Isabella Vaj
Afghanistan e Ong: la bella vita delle Organizzazioni non governative e le misere storie di vita quotidiana degli afghani per strada, in prigione e a scuola, in un Paese martoriato dai conflitti e nelle mani del vecchio potere dei Signori della guerra
Kabul in Winter. Life without Peace in Afghanistan è un libro che dice cose dure. Ann Jones, saggista newyorkese, collaboratrice del New York Times e di The Nation, in tre lunghi capitoli – Per strada, In prigione, A scuola – racconta storie di vita quotidiana nella Kabul dell’occupazione americana, fornendo dati cui dispiace credere, e spiega perché la guerra che l’Occidente sta combattendo in Afghanistan è destinata alla sconfitta. In questo libro – non tradotto in Italia – non si salva (quasi) nessuno.
L’autrice pone in esergo una citazione di Tacito: “Agricola era consapevole dell’indole dei provinciali, e faceva tesoro della lezione trasmessa dall’esperienza degli altri, che poco si otteneva se alla forza faceva seguito l’ingiustizia. Decise perciò di eliminare le cause della guerra. Iniziò da se stesso e dai suoi: mise in ordine la propria casa”. Gli Stati Uniti vogliono applicare il loro ordine al mondo, ma è la loro casa che necessita di essere messa in ordine, suggerisce l’autrice. A differenza di Agricola, però, gli americani non sembrano aver appreso la lezione dei trent’anni di guerra e di ingiustizia che hanno ridotto alla sfiducia in una possibile pace la grande maggioranza degli afghani.
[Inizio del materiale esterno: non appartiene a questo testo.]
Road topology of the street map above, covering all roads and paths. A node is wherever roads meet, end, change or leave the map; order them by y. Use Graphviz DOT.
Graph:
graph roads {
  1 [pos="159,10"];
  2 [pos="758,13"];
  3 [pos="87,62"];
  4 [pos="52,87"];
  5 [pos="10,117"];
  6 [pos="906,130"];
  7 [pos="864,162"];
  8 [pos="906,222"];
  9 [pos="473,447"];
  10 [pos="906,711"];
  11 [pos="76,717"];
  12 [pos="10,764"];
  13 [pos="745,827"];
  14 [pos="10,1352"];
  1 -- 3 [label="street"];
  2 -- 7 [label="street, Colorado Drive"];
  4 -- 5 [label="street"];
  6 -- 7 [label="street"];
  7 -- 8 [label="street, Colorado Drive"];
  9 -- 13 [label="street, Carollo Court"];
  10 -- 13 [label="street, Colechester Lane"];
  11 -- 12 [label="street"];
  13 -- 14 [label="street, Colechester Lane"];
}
La Jones è americana, e fa i conti in casa propria. Occorre però ricordare che in Afghanistan non ci sono solo truppe, Ong e imprese statunitensi. Il saggio indaga le ragioni storiche e culturali che hanno impedito al territorio afghano di diventare uno Stato nazione e agli afghani di sentirsi un popolo, e riporta interessanti informazioni raramente presenti sulla stampa italiana.
Per strada
Ann Jones nel 2002 decide di partire per l’Afghanistan. È la sua risposta all’11 settembre, il suo contributo alla ricostruzione di quel Paese. Lavora come volontaria per Madar (Madre), un’organizzazione umanitaria fondata da un’americana per aiutare le vedove di Kabul, 40.000 nel 1994 dopo la guerra civile tra mujahidin, 98.000 in tutto il Paese all’apice del potere talebano. Kabul ha oltre due milioni di abitanti. L’inquinamento atmosferico è tale che d’inverno la città appare sempre avvolta in un’atmosfera grigia, sporca e polverosa. Gli autisti mettono in pratica una creatività di guida al cui confronto i napoletani dimostrano un’ubbidienza svizzera alle regole del traffico. Tre semafori in tutta la città, che nessuno prende sul serio e che spesso non funzionano per mancanza di elettricità. Ma a chi appartengono gli automezzi che intasano le strade?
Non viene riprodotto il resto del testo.